Note that you may need to install torch, torchvision and torchtext according to your GPU and CUDA version.

Dataset and Models

The dataset and trained models used in our experiments are available under this link. Download and unzip them into the same directory as the code. We used the model named t5large for TFix.

The dataset contains a metadata for each data point (buggy-fixed code pair). The metadata is described in the table below.

Fields	Description
source_code	The code patch around the error that is fed to the model.
target_code	The corresponding fixed version of the buggy patch. It is fed to the model as target output.
repo	The repository from which the sample was extracted. Ignore the local path `/data/all/data`
source_changeid	The commit id of the file with the bug
target_changeid	The commit id of the file with the fix
source_filename	The name of the file with the bug
target_filename	The name of the file with the fix
source_file	It contains a larger patch around the bug that was used for debugging purposes. The name is misleasind since it does not contain the whole file.
target_file	It contains a larger patch around the fix that was used for debugging purposes. The name is misleasind since it does not contain the whole file.
linter_report	Contains the information reported by detector. It hals its own sub-fields like `rule_id` (error type) `message` (error message), `line_begin` and more
warning_line	The line of code on which the errror was reported by the detector.
instructions	It contains a list of text edit operation that explains the diff between `source_code` and `target_code`

Configuration

The main scripts are tfix_training.py and tfix_testing.py.
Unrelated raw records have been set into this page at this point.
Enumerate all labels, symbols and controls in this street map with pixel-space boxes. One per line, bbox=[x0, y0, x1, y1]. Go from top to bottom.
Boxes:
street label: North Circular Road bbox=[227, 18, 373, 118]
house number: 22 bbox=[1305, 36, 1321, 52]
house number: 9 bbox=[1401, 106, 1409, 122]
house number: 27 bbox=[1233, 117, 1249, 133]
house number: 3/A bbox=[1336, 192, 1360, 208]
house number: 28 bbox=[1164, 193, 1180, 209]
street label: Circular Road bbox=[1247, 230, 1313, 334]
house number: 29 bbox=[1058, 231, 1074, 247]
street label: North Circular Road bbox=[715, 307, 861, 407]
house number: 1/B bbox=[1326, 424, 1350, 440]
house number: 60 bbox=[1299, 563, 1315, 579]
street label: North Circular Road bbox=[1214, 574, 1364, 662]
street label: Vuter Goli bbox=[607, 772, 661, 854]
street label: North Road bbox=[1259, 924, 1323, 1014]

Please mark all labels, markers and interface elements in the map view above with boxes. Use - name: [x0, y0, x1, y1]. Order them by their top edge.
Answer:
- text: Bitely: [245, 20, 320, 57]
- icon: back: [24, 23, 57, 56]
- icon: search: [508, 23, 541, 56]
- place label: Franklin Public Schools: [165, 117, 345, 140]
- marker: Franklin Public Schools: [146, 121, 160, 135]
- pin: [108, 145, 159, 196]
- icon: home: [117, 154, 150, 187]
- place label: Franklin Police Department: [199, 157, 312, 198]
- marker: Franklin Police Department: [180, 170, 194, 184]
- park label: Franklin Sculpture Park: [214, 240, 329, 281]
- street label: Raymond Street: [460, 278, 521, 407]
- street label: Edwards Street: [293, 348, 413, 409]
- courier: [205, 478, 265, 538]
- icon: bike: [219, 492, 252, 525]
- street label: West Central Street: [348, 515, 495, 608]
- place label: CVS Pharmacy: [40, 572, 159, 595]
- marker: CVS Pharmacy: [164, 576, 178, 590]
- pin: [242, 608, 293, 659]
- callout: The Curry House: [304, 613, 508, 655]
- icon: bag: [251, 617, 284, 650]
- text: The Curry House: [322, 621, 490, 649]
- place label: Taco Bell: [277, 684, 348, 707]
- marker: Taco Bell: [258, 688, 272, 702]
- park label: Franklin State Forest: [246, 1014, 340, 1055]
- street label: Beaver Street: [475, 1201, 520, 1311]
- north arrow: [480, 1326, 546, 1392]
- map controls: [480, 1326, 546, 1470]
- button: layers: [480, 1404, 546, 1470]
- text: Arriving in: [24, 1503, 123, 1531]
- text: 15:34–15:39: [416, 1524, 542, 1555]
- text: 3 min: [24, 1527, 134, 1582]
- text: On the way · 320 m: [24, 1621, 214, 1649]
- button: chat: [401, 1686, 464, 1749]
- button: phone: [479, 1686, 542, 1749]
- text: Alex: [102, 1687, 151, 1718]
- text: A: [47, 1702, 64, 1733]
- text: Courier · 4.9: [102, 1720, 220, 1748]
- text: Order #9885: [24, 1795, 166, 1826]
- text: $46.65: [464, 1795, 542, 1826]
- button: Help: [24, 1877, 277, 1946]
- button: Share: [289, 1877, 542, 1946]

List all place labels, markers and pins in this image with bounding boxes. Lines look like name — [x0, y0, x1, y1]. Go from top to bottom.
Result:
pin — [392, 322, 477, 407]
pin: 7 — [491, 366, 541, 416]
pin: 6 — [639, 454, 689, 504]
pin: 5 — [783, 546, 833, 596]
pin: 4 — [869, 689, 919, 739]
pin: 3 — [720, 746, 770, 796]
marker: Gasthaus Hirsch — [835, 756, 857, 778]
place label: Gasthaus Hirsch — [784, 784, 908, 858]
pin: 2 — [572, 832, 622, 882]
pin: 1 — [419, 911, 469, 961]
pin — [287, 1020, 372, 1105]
The tfix_training.py has the following arguments:

Required arguments:

 -mn --model-name   Name of the model. Choices: [t5-small, t5-base, t5-large, t5-3b, t5-11b]

Optional arguments:

Parameter	Default	Description
-e --epochs	1	Number of epochs to fine-tune the model
-bs --batch-size	1	Batch size to be used in fine-tuning
-lr -–learning-rate	1e-4	The initial learning rate for fine-tuning
-gcv --gradient-clip-val	0.0	The maximum allowed norm of the gradient (0.0 means no clipping)
-wd --weight-decay	0.0	The strength of adding L2-loss to the fine-tuning loss
-eas --eval-acc-steps	1	Number of accumulation samples during evaluation and testing
-md --model-dir	''	Directory name for the model to save checkpoints and testing results
-et --error-type	''	The error type for fine-tuning or testing
-stl --save-total-limit	-1	Maximum number of checkpoints to save
-pt --pre-trained	True	Whether to use the pre-training model or not

The tfix_testing.py has the following arguments: Required arguments:

 -lm --load-model   Path to the model's checkpoint that will be tested.

Optional arguments:

Parameter	Default	Description
-bs --batch-size	1	Batch size to be used in fine-tuning
-lm -–load-model	''	The path to a trained model to run testing
-ea --eval-all	False	Whether to evaluate model on random test or not
-eas --eval-acc-steps	1	Number of accumulation samples during evaluation and testing
-md --model-dir	''	Directory name for the model to save checkpoints and testing results
-et --error-type	''	The error type for fine-tuning or testing

To fit the program in memory, you should adjust arguments like -bs based on your machine configuration. Below you can find detailed information for some of the parameters.

Parameter -lm

The code treats the fine-tuning and testing as entirely separate procedures. This means that once the fine-tuning is done, the testing procedure will not start automatically. To test a trained model, you need to use this parameter and pass a valid checkpoint (saved during fine-tuning and can be found in the model's directory). When the -lm flag is not empty, the code will automatically switch to testing mode.

Parameter -ea

There are two testing dataset: clean test and random test. When the flag -ea is set to false, the testing runs only on clean test. If it is set to true, the testing is done on the large random test.

Parameter -ds

This parameter is used during testing and specifies the chunk size of the testing dataset. If this parameter is set, the testing dataset will be split into multiple chunks given the chunk size to fit the program in memory.

Parameter -eas

This parameter does not affect testing or fine-tuning but can save you from memory overflows. The testing is done on GPUs, and the samples will be pushed back to the CPU every -eas step to open up space in GPU memory. So you can try to lower this value if you encounter memory overflows during validation and testing.

Parameter -md

The model directory used for saving fine-tuning checkpoints or testing results. You can specify a directory name or a default directory name consists of date and time is given. It would help if you use this parameter to name the experiments that you run.

Parameter -et

This parameter specifies the error type when fine-tuning or testing per error type.

Parameter -pt

Either you can train T5 from scratch, or you can fine-tune it. Setting the flag -pt to true uses pre-trained model.

An example for testing

python tfix_testing.py -mn t5-large -lm data_and_models/models/t5large -md t5large_test

The testing results consist of two files first_accs.txt and test_data.json, and are saved in the model directory. first_accs.txt reports the exact match accuracy for each error type and test_data.json stores the TFix's output fixes in JSON format.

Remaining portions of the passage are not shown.